[Stored data]

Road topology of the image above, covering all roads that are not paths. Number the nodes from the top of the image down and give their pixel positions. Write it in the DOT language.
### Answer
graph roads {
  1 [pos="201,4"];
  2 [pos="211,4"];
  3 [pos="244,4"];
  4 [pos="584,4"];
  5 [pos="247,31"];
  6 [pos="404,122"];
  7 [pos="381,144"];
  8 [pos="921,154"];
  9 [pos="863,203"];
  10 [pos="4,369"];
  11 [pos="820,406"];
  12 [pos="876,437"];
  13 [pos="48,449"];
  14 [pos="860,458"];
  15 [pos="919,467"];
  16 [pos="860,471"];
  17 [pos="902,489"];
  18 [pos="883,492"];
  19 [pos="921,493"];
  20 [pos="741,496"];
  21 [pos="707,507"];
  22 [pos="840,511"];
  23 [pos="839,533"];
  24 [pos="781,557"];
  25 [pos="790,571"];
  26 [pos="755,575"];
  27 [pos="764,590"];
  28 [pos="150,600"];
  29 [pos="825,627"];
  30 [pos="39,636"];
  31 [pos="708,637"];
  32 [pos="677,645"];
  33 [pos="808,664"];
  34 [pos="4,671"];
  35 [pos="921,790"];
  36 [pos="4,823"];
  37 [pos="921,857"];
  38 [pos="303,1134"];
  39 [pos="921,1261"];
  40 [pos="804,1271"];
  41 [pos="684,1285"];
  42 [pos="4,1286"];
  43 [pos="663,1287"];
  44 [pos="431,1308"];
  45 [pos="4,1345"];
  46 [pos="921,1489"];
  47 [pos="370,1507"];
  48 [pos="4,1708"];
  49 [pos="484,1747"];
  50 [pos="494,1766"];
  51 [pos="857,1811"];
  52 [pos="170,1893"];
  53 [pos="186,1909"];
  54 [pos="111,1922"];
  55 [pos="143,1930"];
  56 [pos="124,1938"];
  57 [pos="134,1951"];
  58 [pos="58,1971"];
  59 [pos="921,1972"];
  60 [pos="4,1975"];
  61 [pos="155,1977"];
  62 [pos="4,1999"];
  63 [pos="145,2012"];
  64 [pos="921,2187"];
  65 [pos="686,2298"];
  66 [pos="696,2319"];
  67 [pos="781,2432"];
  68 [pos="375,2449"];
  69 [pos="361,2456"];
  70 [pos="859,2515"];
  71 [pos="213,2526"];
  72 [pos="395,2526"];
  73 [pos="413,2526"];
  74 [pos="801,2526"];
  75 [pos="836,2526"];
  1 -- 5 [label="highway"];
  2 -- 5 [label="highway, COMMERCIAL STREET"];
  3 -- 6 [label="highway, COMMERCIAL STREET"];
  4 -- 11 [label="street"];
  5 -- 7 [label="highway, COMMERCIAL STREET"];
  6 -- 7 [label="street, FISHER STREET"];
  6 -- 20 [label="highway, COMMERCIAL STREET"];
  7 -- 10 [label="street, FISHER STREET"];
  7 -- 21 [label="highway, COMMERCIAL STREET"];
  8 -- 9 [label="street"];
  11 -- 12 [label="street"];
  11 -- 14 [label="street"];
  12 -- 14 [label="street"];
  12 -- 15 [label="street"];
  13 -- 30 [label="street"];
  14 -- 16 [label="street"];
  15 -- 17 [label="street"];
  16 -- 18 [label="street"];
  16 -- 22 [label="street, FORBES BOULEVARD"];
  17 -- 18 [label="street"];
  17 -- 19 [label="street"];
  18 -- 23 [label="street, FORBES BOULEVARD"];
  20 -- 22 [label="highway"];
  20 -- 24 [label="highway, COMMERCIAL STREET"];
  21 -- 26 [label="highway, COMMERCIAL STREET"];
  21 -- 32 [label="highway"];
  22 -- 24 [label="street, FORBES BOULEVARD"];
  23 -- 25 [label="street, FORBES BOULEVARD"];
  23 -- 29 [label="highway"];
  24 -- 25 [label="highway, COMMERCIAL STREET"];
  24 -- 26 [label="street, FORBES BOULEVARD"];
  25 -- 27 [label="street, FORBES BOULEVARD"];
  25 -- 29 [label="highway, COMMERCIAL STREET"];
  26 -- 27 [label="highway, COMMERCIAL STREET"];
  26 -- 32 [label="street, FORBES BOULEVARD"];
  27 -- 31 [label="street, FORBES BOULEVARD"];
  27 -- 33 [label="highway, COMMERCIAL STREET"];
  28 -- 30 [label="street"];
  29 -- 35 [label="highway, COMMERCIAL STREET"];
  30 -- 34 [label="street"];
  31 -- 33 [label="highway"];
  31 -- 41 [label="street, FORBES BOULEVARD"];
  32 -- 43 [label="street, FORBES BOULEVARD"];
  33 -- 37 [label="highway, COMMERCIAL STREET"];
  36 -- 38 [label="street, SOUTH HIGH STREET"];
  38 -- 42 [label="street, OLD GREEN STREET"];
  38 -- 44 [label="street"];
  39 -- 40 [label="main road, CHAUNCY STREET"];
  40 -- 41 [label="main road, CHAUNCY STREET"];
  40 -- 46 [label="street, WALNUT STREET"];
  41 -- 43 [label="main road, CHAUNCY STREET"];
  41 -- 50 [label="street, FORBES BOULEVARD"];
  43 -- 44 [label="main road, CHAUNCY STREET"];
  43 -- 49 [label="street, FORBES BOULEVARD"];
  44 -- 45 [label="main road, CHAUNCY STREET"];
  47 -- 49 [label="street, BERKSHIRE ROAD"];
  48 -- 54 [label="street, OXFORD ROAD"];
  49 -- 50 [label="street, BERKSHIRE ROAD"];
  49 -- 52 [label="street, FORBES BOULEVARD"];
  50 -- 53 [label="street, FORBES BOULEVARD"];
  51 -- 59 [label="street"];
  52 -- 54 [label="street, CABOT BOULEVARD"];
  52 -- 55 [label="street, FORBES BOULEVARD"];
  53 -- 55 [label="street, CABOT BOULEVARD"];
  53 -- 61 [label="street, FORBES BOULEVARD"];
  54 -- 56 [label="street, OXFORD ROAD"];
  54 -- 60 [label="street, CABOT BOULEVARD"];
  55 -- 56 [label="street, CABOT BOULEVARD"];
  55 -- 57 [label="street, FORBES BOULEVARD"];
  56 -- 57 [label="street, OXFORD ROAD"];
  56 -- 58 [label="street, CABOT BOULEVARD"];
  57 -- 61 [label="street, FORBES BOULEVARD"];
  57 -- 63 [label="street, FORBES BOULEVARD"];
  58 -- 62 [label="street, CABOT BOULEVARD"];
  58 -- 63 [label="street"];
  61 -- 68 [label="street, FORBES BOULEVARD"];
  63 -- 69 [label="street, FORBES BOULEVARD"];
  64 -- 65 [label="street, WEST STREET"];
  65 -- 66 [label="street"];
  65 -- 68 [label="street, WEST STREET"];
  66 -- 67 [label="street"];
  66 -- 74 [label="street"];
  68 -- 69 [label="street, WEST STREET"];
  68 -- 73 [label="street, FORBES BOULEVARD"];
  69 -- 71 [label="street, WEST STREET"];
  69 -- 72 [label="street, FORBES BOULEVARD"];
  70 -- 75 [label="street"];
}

» **Exercise prompt**:
Write down every line of the data exactly as it appears above.

» **Your response**:
Road topology of the image above, covering all roads that are not paths. Number the nodes from the top of the image down and give their pixel positions. Write it in the DOT language.
### Answer
graph roads {
  1 [pos="201,4"];
  2 [pos="211,4"];
  3 [pos="244,4"];
  4 [pos="584,4"];
  5 [pos="247,31"];
  6 [pos="404,122"];
  7 [pos="381,144"];
  8 [pos="921,154"];
  9 [pos="863,203"];
  10 [pos="4,369"];
  11 [pos="820,406"];
  12 [pos="876,437"];
  13 [pos="48,449"];
  14 [pos="860,458"];
  15 [pos="919,467"];
  16 [pos="860,471"];
  17 [pos="902,489"];
  18 [pos="883,492"];
  19 [pos="921,493"];
  20 [pos="741,496"];
  21 [pos="707,507"];
  22 [pos="840,511"];
  23 [pos="839,533"];
  24 [pos="781,557"];
  25 [pos="790,571"];
  26 [pos="755,575"];
  27 [pos="764,590"];
  28 [pos="150,600"];
  29 [pos="825,627"];
  30 [pos="39,636"];
  31 [pos="708,637"];
  32 [pos="677,645"];
  33 [pos="808,664"];
  34 [pos="4,671"];
  35 [pos="921,790"];
  36 [pos="4,823"];
  37 [pos="921,857"];
  38 [pos="303,1134"];
  39 [pos="921,1261"];
  40 [pos="804,1271"];
  41 [pos="684,1285"];
  42 [pos="4,1286"];
  43 [pos="663,1287"];
  44 [pos="431,1308"];
  45 [pos="4,1345"];
  46 [pos="921,1489"];
  47 [pos="370,1507"];
  48 [pos="4,1708"];
  49 [pos="484,1747"];
  50 [pos="494,1766"];
  51 [pos="857,1811"];
  52 [pos="170,1893"];
  53 [pos="186,1909"];
  54 [pos="111,1922"];
  55 [pos="143,1930"];
  56 [pos="124,1938"];
  57 [pos="134,1951"];
  58 [pos="58,1971"];
  59 [pos="921,1972"];
  60 [pos="4,1975"];
  61 [pos="155,1977"];
  62 [pos="4,1999"];
  63 [pos="145,2012"];
  64 [pos="921,2187"];
  65 [pos="686,2298"];
  66 [pos="696,2319"];
  67 [pos="781,2432"];
  68 [pos="375,2449"];
  69 [pos="361,2456"];
  70 [pos="859,2515"];
  71 [pos="213,2526"];
  72 [pos="395,2526"];
  73 [pos="413,2526"];
  74 [pos="801,2526"];
  75 [pos="836,2526"];
  1 -- 5 [label="highway"];
  2 -- 5 [label="highway, COMMERCIAL STREET"];
  3 -- 6 [label="highway, COMMERCIAL STREET"];
  4 -- 11 [label="street"];
  5 -- 7 [label="highway, COMMERCIAL STREET"];
  6 -- 7 [label="street, FISHER STREET"];
  6 -- 20 [label="highway, COMMERCIAL STREET"];
  7 -- 10 [label="street, FISHER STREET"];
  7 -- 21 [label="highway, COMMERCIAL STREET"];
  8 -- 9 [label="street"];
  11 -- 12 [label="street"];
  11 -- 14 [label="street"];
  12 -- 14 [label="street"];
  12 -- 15 [label="street"];
  13 -- 30 [label="street"];
  14 -- 16 [label="street"];
  15 -- 17 [label="street"];
  16 -- 18 [label="street"];
  16 -- 22 [label="street, FORBES BOULEVARD"];
  17 -- 18 [label="street"];
  17 -- 19 [label="street"];
  18 -- 23 [label="street, FORBES BOULEVARD"];
  20 -- 22 [label="highway"];
  20 -- 24 [label="highway, COMMERCIAL STREET"];
  21 -- 26 [label="highway, COMMERCIAL STREET"];
  21 -- 32 [label="highway"];
  22 -- 24 [label="street, FORBES BOULEVARD"];
  23 -- 25 [label="street, FORBES BOULEVARD"];
  23 -- 29 [label="highway"];
  24 -- 25 [label="highway, COMMERCIAL STREET"];
  24 -- 26 [label="street, FORBES BOULEVARD"];
  25 -- 27 [label="street, FORBES BOULEVARD"];
  25 -- 29 [label="highway, COMMERCIAL STREET"];
  26 -- 27 [label="highway, COMMERCIAL STREET"];
  26 -- 32 [label="street, FORBES BOULEVARD"];
  27 -- 31 [label="street, FORBES BOULEVARD"];
  27 -- 33 [label="highway, COMMERCIAL STREET"];
  28 -- 30 [label="street"];
  29 -- 35 [label="highway, COMMERCIAL STREET"];
  30 -- 34 [label="street"];
  31 -- 33 [label="highway"];
  31 -- 41 [label="street, FORBES BOULEVARD"];
  32 -- 43 [label="street, FORBES BOULEVARD"];
  33 -- 37 [label="highway, COMMERCIAL STREET"];
  36 -- 38 [label="street, SOUTH HIGH STREET"];
  38 -- 42 [label="street, OLD GREEN STREET"];
  38 -- 44 [label="street"];
  39 -- 40 [label="main road, CHAUNCY STREET"];
  40 -- 41 [label="main road, CHAUNCY STREET"];
  40 -- 46 [label="street, WALNUT STREET"];
  41 -- 43 [label="main road, CHAUNCY STREET"];
  41 -- 50 [label="street, FORBES BOULEVARD"];
  43 -- 44 [label="main road, CHAUNCY STREET"];
  43 -- 49 [label="street, FORBES BOULEVARD"];
  44 -- 45 [label="main road, CHAUNCY STREET"];
  47 -- 49 [label="street, BERKSHIRE ROAD"];
  48 -- 54 [label="street, OXFORD ROAD"];
  49 -- 50 [label="street, BERKSHIRE ROAD"];
  49 -- 52 [label="street, FORBES BOULEVARD"];
  50 -- 53 [label="street, FORBES BOULEVARD"];
  51 -- 59 [label="street"];
  52 -- 54 [label="street, CABOT BOULEVARD"];
  52 -- 55 [label="street, FORBES BOULEVARD"];
  53 -- 55 [label="street, CABOT BOULEVARD"];
  53 -- 61 [label="street, FORBES BOULEVARD"];
  54 -- 56 [label="street, OXFORD ROAD"];
  54 -- 60 [label="street, CABOT BOULEVARD"];
  55 -- 56 [label="street, CABOT BOULEVARD"];
  55 -- 57 [label="street, FORBES BOULEVARD"];
  56 -- 57 [label="street, OXFORD ROAD"];
  56 -- 58 [label="street, CABOT BOULEVARD"];
  57 -- 61 [label="street, FORBES BOULEVARD"];
  57 -- 63 [label="street, FORBES BOULEVARD"];
  58 -- 62 [label="street, CABOT BOULEVARD"];
  58 -- 63 [label="street"];
  61 -- 68 [label="street, FORBES BOULEVARD"];
  63 -- 69 [label="street, FORBES BOULEVARD"];
  64 -- 65 [label="street, WEST STREET"];
  65 -- 66 [label="street"];
  65 -- 68 [label="street, WEST STREET"];
  66 -- 67 [label="street"];
  66 -- 74 [label="street"];
  68 -- 69 [label="street, WEST STREET"];
  68 -- 73 [label="street, FORBES BOULEVARD"];
  69 -- 71 [label="street, WEST STREET"];
  69 -- 72 [label="street, FORBES BOULEVARD"];
  70 -- 75 [label="street"];
}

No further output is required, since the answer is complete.